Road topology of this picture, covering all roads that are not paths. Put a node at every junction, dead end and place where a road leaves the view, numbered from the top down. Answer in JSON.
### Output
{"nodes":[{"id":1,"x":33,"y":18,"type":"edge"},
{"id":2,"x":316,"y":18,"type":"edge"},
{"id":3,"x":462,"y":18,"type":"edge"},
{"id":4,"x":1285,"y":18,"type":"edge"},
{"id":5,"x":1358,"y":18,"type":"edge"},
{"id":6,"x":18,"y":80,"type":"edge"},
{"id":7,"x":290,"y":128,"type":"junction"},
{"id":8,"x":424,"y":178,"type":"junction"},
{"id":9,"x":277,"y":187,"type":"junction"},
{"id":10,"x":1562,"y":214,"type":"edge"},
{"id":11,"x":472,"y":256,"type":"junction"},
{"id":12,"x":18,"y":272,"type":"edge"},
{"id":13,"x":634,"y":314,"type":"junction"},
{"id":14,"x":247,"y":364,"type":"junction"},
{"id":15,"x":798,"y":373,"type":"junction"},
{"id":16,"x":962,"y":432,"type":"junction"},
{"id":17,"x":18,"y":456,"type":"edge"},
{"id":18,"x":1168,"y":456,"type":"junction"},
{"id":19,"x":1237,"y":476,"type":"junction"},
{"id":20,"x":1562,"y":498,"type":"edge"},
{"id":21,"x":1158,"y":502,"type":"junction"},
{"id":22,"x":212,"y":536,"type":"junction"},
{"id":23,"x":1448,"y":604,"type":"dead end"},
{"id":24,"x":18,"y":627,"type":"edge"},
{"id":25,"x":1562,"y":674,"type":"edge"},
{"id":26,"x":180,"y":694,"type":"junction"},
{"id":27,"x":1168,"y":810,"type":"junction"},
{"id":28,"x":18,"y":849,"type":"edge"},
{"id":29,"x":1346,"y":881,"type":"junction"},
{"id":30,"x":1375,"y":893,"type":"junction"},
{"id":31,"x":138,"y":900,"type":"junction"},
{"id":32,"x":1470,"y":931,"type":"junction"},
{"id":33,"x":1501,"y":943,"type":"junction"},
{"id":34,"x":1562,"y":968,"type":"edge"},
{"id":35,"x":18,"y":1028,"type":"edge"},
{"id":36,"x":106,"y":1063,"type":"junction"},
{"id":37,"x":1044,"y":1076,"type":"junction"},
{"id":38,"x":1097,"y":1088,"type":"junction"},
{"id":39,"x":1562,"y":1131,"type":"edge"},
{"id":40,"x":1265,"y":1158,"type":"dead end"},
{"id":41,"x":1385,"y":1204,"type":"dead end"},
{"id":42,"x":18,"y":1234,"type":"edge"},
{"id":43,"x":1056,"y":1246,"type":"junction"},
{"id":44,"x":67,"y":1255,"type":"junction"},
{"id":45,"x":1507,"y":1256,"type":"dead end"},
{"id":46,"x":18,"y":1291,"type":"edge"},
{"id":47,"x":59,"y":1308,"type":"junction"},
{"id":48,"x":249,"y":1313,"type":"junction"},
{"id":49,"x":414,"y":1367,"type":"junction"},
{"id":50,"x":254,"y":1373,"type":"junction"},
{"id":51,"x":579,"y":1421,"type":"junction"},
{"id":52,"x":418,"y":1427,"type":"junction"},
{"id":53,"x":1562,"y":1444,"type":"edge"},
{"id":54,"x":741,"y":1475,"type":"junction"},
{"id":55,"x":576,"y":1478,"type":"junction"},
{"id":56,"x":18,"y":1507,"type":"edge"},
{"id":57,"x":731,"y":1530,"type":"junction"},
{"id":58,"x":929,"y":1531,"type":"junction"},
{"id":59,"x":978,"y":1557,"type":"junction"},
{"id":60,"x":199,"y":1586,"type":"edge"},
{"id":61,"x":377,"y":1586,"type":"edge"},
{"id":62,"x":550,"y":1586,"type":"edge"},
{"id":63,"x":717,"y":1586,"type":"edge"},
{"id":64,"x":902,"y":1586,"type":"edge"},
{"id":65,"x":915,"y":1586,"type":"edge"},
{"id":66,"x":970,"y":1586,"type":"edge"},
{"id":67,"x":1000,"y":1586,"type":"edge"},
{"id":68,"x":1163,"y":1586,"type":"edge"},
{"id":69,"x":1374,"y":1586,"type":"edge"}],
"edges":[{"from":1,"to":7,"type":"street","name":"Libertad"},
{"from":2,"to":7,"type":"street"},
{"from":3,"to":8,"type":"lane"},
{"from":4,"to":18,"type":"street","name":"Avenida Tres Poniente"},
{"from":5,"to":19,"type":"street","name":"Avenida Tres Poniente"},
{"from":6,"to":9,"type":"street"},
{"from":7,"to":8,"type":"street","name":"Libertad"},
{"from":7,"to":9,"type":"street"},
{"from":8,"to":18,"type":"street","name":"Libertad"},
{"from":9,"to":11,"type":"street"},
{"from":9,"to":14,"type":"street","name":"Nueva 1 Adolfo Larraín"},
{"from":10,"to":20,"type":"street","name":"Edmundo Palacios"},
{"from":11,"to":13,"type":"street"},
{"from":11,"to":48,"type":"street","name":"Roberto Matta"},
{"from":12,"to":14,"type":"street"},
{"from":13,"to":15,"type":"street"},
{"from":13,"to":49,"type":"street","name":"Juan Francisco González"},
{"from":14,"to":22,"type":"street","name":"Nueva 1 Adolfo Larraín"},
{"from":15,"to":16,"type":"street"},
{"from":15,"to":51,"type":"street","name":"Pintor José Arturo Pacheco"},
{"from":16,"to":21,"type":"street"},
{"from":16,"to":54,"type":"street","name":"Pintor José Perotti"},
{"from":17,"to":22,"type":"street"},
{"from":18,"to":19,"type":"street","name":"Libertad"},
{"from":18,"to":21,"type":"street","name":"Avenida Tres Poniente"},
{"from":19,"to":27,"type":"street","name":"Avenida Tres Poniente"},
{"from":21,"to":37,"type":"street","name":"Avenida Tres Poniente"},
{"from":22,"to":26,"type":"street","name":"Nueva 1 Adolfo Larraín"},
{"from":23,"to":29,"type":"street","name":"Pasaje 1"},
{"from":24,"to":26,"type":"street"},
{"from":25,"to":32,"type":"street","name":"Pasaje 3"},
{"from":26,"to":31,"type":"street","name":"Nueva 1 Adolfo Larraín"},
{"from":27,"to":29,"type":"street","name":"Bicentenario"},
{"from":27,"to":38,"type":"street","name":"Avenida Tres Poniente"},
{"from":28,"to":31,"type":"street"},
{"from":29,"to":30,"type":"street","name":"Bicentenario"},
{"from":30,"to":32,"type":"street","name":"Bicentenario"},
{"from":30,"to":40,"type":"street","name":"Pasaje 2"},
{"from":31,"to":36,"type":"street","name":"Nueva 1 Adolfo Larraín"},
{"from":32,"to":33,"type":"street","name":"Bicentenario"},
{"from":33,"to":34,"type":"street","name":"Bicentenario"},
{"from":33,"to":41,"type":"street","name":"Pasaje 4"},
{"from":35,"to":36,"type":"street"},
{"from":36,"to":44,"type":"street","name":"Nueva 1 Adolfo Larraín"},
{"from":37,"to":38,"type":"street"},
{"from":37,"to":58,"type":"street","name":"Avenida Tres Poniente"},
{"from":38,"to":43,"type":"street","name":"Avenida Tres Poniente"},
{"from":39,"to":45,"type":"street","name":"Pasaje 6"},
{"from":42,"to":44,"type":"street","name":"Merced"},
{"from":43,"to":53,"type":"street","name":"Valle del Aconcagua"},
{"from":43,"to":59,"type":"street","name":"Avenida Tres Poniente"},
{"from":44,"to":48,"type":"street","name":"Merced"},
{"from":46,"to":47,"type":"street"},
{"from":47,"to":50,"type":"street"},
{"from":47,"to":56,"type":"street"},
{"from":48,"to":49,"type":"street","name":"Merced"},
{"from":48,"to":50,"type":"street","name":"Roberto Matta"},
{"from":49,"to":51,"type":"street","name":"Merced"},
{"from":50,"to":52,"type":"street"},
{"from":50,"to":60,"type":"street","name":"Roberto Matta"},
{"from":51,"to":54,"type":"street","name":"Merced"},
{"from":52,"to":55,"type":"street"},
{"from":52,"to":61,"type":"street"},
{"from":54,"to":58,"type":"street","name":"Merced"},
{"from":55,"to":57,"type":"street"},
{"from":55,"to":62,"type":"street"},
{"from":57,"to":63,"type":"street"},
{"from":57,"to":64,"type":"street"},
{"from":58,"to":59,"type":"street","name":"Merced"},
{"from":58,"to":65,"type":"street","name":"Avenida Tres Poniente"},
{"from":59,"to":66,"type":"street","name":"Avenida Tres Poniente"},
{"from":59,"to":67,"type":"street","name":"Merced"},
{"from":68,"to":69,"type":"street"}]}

Work order » Scan the data above, please, and give the number of lines where the word "Tres" occurs, with no further text.

Answer area » 11